Limb landmark coordinates
———
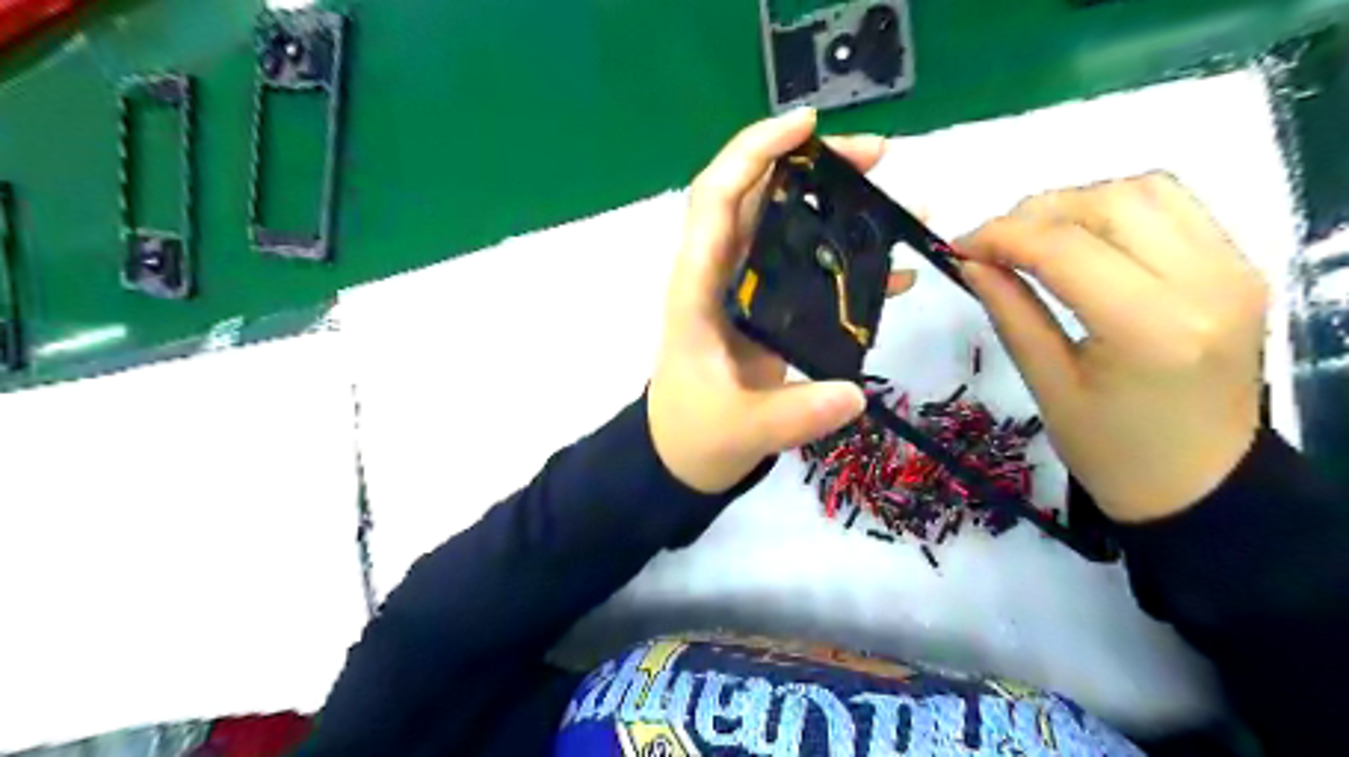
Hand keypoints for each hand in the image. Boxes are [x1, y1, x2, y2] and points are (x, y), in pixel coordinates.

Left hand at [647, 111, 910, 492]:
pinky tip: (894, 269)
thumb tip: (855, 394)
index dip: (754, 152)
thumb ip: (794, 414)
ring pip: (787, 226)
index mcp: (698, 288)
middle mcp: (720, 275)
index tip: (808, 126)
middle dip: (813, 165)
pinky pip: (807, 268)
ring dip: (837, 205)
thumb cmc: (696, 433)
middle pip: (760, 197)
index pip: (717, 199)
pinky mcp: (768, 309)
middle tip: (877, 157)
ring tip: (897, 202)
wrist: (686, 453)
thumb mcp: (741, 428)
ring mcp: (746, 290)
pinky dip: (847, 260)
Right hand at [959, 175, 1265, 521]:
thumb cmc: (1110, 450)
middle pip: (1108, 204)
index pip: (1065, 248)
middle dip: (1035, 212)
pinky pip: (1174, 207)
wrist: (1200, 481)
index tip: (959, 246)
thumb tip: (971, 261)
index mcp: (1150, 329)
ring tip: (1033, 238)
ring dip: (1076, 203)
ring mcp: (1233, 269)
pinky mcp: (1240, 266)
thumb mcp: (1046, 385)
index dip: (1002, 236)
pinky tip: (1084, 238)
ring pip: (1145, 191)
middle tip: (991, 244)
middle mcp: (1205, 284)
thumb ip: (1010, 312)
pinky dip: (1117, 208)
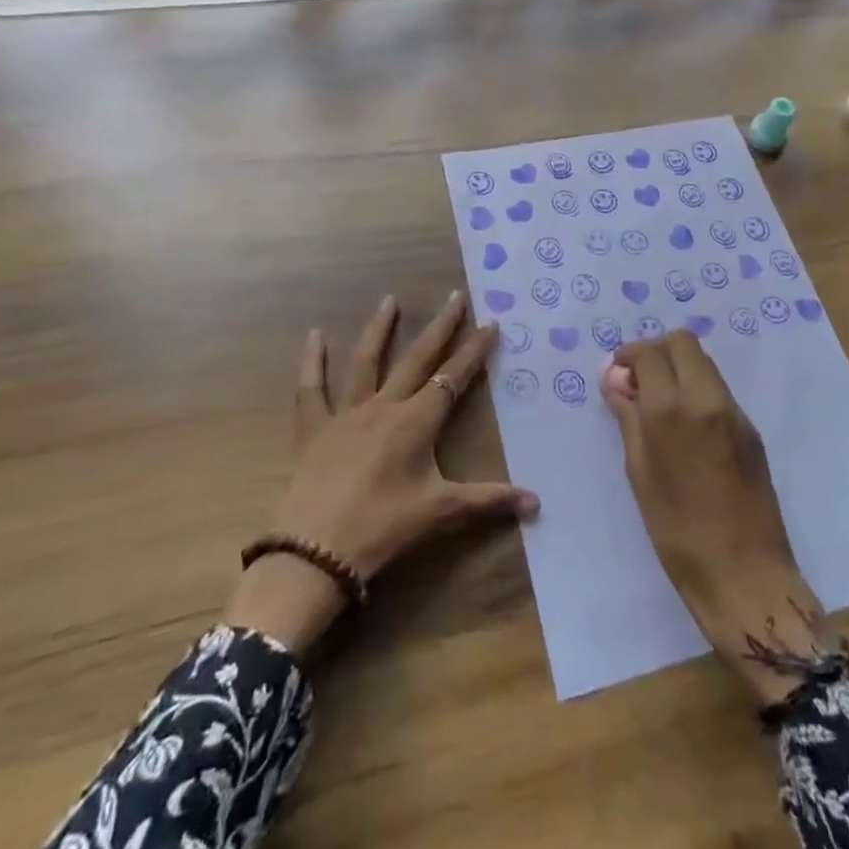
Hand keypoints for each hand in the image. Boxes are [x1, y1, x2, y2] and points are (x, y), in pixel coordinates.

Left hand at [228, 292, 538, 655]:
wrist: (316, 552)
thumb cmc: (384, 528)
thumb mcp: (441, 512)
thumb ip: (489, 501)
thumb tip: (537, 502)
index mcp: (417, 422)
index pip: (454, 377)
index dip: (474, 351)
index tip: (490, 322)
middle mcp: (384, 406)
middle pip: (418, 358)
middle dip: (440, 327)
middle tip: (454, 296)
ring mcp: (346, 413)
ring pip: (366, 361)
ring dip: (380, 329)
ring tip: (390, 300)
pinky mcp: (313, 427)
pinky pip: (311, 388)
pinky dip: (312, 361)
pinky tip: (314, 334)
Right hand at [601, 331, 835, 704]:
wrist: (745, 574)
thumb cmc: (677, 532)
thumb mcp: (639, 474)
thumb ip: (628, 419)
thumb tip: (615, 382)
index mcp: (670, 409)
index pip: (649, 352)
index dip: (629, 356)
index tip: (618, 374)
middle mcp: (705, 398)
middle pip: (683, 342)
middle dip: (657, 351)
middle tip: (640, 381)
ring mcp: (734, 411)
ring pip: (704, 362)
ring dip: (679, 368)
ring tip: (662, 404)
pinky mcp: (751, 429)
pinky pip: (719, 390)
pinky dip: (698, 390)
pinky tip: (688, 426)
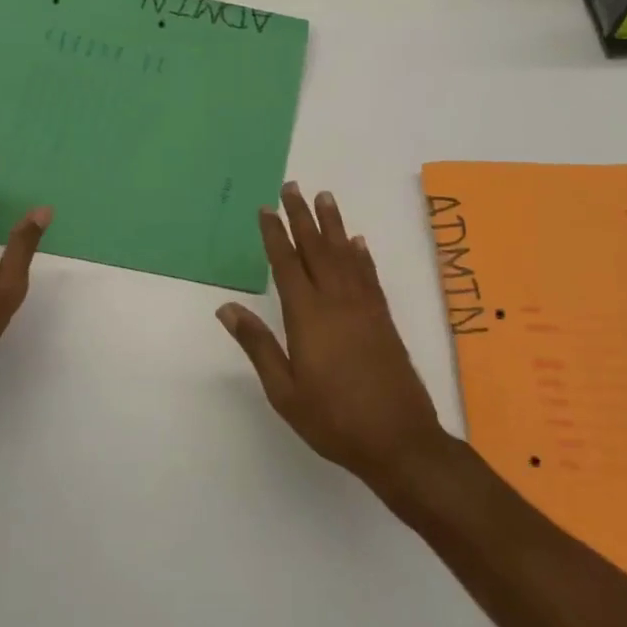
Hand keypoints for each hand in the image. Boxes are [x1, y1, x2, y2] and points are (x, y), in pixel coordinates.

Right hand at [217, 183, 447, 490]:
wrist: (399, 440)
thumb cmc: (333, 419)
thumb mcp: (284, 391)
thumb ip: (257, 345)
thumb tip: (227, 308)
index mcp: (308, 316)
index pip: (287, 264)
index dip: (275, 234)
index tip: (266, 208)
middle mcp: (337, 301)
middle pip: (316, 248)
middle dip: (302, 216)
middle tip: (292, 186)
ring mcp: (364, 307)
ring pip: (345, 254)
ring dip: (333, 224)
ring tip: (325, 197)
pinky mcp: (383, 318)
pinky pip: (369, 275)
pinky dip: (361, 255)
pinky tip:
———
How to complete this task -
Could you write out the records exactly while omitting every picture?

Answer to this problem -
Hand keypoints for each hand in the image. Boxes are [x1, y1, x2, y2] and points are (x, y), in pixel coordinates.

Left hand at [647, 111, 910, 492]:
pinky tip: (894, 269)
thumb tip: (855, 394)
index dip: (754, 152)
thumb ip: (794, 414)
ring pip: (787, 226)
index mcp: (698, 288)
middle mcp: (720, 275)
index tip: (808, 126)
middle dip: (813, 165)
pinky pip: (807, 268)
ring dip: (837, 205)
thumb cmc: (696, 433)
middle pip: (760, 197)
index pip: (717, 199)
pinky mcp: (768, 309)
middle tip: (877, 157)
ring tip: (897, 202)
wrist: (686, 453)
thumb mcp: (741, 428)
ring mcp: (746, 290)
pinky dip: (847, 260)
Right hand at [959, 175, 1265, 521]:
thumb cmc: (1110, 450)
middle pip: (1108, 204)
index pip: (1065, 248)
middle dip: (1035, 212)
pinky pip: (1174, 207)
wrist: (1200, 481)
index tip: (959, 246)
thumb tip: (971, 261)
index mcp: (1150, 329)
ring tip: (1033, 238)
ring dip: (1076, 203)
ring mcp: (1233, 269)
pinky mcp: (1240, 266)
thumb mcp: (1046, 385)
index dip: (1002, 236)
pinky tip: (1084, 238)
ring pip: (1145, 191)
middle tip: (991, 244)
middle mcp: (1205, 284)
thumb ip: (1010, 312)
pinky dip: (1117, 208)
Hand keypoints for each hand in the image. Boxes are [x1, y1, x2, y2] and points are (x, y), in pixel coordinates.

Left hand at [228, 292, 538, 655]:
wrist: (316, 552)
thumb cmc: (384, 528)
thumb mcp: (441, 512)
thumb ip: (489, 501)
thumb tip: (537, 502)
index mcp: (417, 422)
index pip: (454, 377)
index dip: (474, 351)
index tip: (490, 322)
middle mcp: (384, 406)
middle pip: (418, 358)
middle dip: (440, 327)
middle tip: (454, 296)
ring mcp: (346, 413)
ring pip: (366, 361)
ring dip: (380, 329)
ring tip: (390, 300)
pinky mcp: (313, 427)
pinky pip: (311, 388)
pinky dip: (312, 361)
pinky tip: (314, 334)
Right hand at [601, 331, 835, 704]:
wrist: (745, 574)
thumb cmc: (677, 532)
thumb mcp: (639, 474)
thumb ip: (628, 419)
thumb tip: (615, 382)
index mcp: (670, 409)
index pip: (649, 352)
index dip: (629, 356)
index tip: (618, 374)
middle mcp: (705, 398)
middle pip: (683, 342)
middle dip: (657, 351)
middle tip: (640, 381)
ring mcp: (734, 411)
ring pip: (704, 362)
ring dip: (679, 368)
ring tip: (662, 404)
pinky mcp: (751, 429)
pinky pip: (719, 390)
pinky dip: (698, 390)
pinky tip: (688, 426)
Hand keypoints for each hand in the image. Boxes are [x1, y1, x2, y2] and points are (x, y), in pixel coordinates.

Right hand at [217, 183, 447, 490]:
wrist: (399, 440)
thumb cmc: (333, 419)
thumb mcp: (284, 391)
thumb ip: (257, 345)
thumb tip: (227, 308)
index mcp: (308, 316)
index pip: (287, 264)
index dip: (275, 234)
index tip: (266, 208)
middle mcp: (337, 301)
middle pip: (316, 248)
middle dip: (302, 216)
middle tip: (292, 186)
ring mcp: (364, 307)
ring pip: (345, 254)
ring dip: (333, 224)
ring tip: (325, 197)
pinky mcp: (383, 318)
pinky pip: (369, 275)
pinky dip: (361, 255)
pinky tip:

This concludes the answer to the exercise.